# Advice on methodology and analysis, regression.

Dear all,

For my Master’s thesis, I have some difficulties with the statistical part of my research.

I want to analyze the relationship between two variables: Investment in Innovation (R&D) --> Concentration Ratio
1. Research & Development (R&D) Investments in an industry
2. Concentration Ratio of the industry (Herfindahl index or Concentration Ratio by 4/50 largest firms)

Now, my supervisor is very busy yet told me I should use:
Regression Formula = H(it)-H(it-1)= a+b*(R&D/VA)+ c*(GFCF/VA)

DV = Change in Concentration ratio (Herfindahl index or Concentration Ratio index for 4/tm50)

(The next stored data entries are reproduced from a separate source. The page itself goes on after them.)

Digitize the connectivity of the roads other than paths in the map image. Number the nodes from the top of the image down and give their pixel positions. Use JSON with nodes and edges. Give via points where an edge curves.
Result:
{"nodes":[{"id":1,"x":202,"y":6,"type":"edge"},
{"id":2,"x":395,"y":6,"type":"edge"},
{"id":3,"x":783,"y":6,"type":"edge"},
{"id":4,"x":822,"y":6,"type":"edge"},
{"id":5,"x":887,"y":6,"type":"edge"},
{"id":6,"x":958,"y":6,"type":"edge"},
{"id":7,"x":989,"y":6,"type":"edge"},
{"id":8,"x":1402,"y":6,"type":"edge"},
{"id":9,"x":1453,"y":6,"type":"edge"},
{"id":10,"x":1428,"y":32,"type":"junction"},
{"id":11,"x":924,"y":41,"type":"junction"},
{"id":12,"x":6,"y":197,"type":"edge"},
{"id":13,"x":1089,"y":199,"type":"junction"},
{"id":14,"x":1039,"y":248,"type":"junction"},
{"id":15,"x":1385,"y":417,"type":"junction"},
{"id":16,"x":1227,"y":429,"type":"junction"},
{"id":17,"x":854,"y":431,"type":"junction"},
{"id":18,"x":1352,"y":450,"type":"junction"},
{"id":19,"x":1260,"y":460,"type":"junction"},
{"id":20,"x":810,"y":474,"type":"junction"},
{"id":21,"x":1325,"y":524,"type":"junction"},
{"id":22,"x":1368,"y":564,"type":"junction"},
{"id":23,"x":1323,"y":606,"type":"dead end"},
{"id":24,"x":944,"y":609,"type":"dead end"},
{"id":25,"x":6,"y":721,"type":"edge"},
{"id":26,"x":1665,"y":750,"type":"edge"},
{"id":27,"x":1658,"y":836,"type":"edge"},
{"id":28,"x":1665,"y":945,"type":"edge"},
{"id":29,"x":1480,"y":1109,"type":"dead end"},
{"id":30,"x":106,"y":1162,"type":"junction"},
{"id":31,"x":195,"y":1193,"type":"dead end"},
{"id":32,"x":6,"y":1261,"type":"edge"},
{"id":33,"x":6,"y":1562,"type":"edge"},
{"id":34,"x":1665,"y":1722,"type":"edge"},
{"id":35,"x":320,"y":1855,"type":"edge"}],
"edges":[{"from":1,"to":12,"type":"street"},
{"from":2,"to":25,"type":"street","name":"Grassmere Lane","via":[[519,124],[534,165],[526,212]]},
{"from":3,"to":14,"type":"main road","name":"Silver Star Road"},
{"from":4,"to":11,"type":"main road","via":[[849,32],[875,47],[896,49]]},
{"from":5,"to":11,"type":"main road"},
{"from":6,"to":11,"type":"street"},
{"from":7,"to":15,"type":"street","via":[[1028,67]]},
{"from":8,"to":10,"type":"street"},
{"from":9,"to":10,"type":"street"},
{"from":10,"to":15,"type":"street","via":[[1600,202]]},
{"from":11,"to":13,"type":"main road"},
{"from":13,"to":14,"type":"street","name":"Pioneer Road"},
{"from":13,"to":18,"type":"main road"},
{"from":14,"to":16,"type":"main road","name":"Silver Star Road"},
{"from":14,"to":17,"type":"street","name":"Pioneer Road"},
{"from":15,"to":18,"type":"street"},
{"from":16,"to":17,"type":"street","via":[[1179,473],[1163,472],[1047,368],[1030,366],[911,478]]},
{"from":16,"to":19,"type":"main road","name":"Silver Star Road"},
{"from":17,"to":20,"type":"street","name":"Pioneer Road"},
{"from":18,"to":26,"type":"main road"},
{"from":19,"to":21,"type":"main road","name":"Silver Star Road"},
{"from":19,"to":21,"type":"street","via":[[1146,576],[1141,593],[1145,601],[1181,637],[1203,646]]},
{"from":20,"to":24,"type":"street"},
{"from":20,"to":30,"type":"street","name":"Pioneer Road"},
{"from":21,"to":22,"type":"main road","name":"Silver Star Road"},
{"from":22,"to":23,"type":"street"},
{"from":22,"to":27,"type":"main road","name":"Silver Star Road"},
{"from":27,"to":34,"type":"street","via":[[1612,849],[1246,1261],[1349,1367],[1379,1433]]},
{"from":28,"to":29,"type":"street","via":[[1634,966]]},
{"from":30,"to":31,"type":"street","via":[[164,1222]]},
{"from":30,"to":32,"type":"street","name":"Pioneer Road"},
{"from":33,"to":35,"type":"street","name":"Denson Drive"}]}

- i = Industry (in NAICS industry code)
- t = Time (1997-2012, with a 5 year interval; 1997->2002->2007->2012)
- H = Herfindahl index for each year. (a measure of concentration)
- RD= (R&D) Research and development investment
- VA= Value Added
- GFCF= Gross Fixed Capital Formation

My questions:

1. Can you guys give me any advice? And what would my hypotheses be?
2. How do I include a dummy variable into this? Any suggestions on variables to use? I am considering on using: R&D intensive industry or not (1=yes, 0=no).
3. How would I go on about this, in Spss and such. Basically, I am asking for advice on the analysis.

I hope I was clear enough, please ask for further details. Thank you!